■ **TO DO**: Return all the entries. Match them word for word.

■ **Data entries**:

*** Block opens ***

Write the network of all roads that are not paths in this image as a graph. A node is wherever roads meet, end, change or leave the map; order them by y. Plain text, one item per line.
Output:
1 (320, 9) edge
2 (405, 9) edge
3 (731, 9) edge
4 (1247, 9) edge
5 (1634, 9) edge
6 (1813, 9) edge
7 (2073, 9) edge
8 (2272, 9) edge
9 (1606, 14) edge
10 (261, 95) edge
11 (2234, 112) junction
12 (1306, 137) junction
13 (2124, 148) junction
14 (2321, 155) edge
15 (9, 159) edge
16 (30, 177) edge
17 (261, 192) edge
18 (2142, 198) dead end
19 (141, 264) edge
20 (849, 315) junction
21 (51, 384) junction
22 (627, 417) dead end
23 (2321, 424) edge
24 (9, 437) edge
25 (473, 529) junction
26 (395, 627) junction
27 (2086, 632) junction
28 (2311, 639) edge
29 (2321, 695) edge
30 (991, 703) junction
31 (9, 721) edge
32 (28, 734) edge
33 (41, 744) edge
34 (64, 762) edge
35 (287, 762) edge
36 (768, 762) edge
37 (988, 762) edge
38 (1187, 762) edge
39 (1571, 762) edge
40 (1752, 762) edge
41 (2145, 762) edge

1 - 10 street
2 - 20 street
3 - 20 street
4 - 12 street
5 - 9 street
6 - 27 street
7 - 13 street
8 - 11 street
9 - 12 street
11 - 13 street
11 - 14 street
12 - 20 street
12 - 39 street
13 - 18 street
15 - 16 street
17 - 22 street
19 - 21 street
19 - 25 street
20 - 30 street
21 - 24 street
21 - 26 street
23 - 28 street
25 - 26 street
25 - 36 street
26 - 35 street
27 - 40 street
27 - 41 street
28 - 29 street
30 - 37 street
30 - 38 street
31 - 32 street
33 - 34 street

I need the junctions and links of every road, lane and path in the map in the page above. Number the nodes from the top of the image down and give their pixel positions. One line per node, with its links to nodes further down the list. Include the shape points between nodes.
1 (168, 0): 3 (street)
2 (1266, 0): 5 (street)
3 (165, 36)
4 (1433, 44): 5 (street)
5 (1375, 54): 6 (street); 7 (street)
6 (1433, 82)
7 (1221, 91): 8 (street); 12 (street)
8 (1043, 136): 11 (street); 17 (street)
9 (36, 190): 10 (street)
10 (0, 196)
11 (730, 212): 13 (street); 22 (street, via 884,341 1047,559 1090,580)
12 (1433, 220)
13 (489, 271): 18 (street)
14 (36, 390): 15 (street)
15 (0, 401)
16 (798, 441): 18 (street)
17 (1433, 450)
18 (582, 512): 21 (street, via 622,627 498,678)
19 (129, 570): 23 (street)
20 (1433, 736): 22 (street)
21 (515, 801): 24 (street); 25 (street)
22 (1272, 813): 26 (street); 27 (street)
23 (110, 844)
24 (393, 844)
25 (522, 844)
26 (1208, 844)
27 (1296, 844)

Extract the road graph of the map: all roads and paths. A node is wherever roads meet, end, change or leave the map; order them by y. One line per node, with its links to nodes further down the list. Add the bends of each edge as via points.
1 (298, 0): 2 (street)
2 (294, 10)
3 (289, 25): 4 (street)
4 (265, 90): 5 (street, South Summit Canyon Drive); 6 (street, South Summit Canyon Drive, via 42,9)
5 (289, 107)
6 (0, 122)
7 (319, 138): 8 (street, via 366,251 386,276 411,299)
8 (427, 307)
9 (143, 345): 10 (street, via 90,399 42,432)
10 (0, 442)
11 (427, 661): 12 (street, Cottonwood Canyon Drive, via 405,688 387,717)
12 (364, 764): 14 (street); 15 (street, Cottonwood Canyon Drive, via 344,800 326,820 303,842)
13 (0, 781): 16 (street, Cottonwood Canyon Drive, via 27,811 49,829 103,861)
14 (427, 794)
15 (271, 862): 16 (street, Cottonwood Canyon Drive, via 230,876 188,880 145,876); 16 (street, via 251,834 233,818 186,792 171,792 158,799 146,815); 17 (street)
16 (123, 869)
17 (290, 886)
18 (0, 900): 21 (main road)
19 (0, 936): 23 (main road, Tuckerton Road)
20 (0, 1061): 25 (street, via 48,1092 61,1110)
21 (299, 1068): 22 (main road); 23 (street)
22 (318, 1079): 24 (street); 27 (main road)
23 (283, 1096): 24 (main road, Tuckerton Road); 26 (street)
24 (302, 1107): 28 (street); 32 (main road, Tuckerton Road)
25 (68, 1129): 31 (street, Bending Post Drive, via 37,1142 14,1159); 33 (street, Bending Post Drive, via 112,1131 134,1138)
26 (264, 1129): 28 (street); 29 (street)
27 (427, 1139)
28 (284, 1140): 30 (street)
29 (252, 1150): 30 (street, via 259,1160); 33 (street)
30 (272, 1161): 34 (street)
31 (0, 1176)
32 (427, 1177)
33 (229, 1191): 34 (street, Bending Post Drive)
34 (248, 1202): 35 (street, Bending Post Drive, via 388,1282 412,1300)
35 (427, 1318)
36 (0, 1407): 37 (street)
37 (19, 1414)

*** Block closes ***

■ **OUTPUT FOR THIS TASK**:
Write the network of all roads that are not paths in this image as a graph. A node is wherever roads meet, end, change or leave the map; order them by y. Plain text, one item per line.
Output:
1 (320, 9) edge
2 (405, 9) edge
3 (731, 9) edge
4 (1247, 9) edge
5 (1634, 9) edge
6 (1813, 9) edge
7 (2073, 9) edge
8 (2272, 9) edge
9 (1606, 14) edge
10 (261, 95) edge
11 (2234, 112) junction
12 (1306, 137) junction
13 (2124, 148) junction
14 (2321, 155) edge
15 (9, 159) edge
16 (30, 177) edge
17 (261, 192) edge
18 (2142, 198) dead end
19 (141, 264) edge
20 (849, 315) junction
21 (51, 384) junction
22 (627, 417) dead end
23 (2321, 424) edge
24 (9, 437) edge
25 (473, 529) junction
26 (395, 627) junction
27 (2086, 632) junction
28 (2311, 639) edge
29 (2321, 695) edge
30 (991, 703) junction
31 (9, 721) edge
32 (28, 734) edge
33 (41, 744) edge
34 (64, 762) edge
35 (287, 762) edge
36 (768, 762) edge
37 (988, 762) edge
38 (1187, 762) edge
39 (1571, 762) edge
40 (1752, 762) edge
41 (2145, 762) edge

1 - 10 street
2 - 20 street
3 - 20 street
4 - 12 street
5 - 9 street
6 - 27 street
7 - 13 street
8 - 11 street
9 - 12 street
11 - 13 street
11 - 14 street
12 - 20 street
12 - 39 street
13 - 18 street
15 - 16 street
17 - 22 street
19 - 21 street
19 - 25 street
20 - 30 street
21 - 24 street
21 - 26 street
23 - 28 street
25 - 26 street
25 - 36 street
26 - 35 street
27 - 40 street
27 - 41 street
28 - 29 street
30 - 37 street
30 - 38 street
31 - 32 street
33 - 34 street

I need the junctions and links of every road, lane and path in the map in the page above. Number the nodes from the top of the image down and give their pixel positions. One line per node, with its links to nodes further down the list. Include the shape points between nodes.
1 (168, 0): 3 (street)
2 (1266, 0): 5 (street)
3 (165, 36)
4 (1433, 44): 5 (street)
5 (1375, 54): 6 (street); 7 (street)
6 (1433, 82)
7 (1221, 91): 8 (street); 12 (street)
8 (1043, 136): 11 (street); 17 (street)
9 (36, 190): 10 (street)
10 (0, 196)
11 (730, 212): 13 (street); 22 (street, via 884,341 1047,559 1090,580)
12 (1433, 220)
13 (489, 271): 18 (street)
14 (36, 390): 15 (street)
15 (0, 401)
16 (798, 441): 18 (street)
17 (1433, 450)
18 (582, 512): 21 (street, via 622,627 498,678)
19 (129, 570): 23 (street)
20 (1433, 736): 22 (street)
21 (515, 801): 24 (street); 25 (street)
22 (1272, 813): 26 (street); 27 (street)
23 (110, 844)
24 (393, 844)
25 (522, 844)
26 (1208, 844)
27 (1296, 844)

Extract the road graph of the map: all roads and paths. A node is wherever roads meet, end, change or leave the map; order them by y. One line per node, with its links to nodes further down the list. Add the bends of each edge as via points.
1 (298, 0): 2 (street)
2 (294, 10)
3 (289, 25): 4 (street)
4 (265, 90): 5 (street, South Summit Canyon Drive); 6 (street, South Summit Canyon Drive, via 42,9)
5 (289, 107)
6 (0, 122)
7 (319, 138): 8 (street, via 366,251 386,276 411,299)
8 (427, 307)
9 (143, 345): 10 (street, via 90,399 42,432)
10 (0, 442)
11 (427, 661): 12 (street, Cottonwood Canyon Drive, via 405,688 387,717)
12 (364, 764): 14 (street); 15 (street, Cottonwood Canyon Drive, via 344,800 326,820 303,842)
13 (0, 781): 16 (street, Cottonwood Canyon Drive, via 27,811 49,829 103,861)
14 (427, 794)
15 (271, 862): 16 (street, Cottonwood Canyon Drive, via 230,876 188,880 145,876); 16 (street, via 251,834 233,818 186,792 171,792 158,799 146,815); 17 (street)
16 (123, 869)
17 (290, 886)
18 (0, 900): 21 (main road)
19 (0, 936): 23 (main road, Tuckerton Road)
20 (0, 1061): 25 (street, via 48,1092 61,1110)
21 (299, 1068): 22 (main road); 23 (street)
22 (318, 1079): 24 (street); 27 (main road)
23 (283, 1096): 24 (main road, Tuckerton Road); 26 (street)
24 (302, 1107): 28 (street); 32 (main road, Tuckerton Road)
25 (68, 1129): 31 (street, Bending Post Drive, via 37,1142 14,1159); 33 (street, Bending Post Drive, via 112,1131 134,1138)
26 (264, 1129): 28 (street); 29 (street)
27 (427, 1139)
28 (284, 1140): 30 (street)
29 (252, 1150): 30 (street, via 259,1160); 33 (street)
30 (272, 1161): 34 (street)
31 (0, 1176)
32 (427, 1177)
33 (229, 1191): 34 (street, Bending Post Drive)
34 (248, 1202): 35 (street, Bending Post Drive, via 388,1282 412,1300)
35 (427, 1318)
36 (0, 1407): 37 (street)
37 (19, 1414)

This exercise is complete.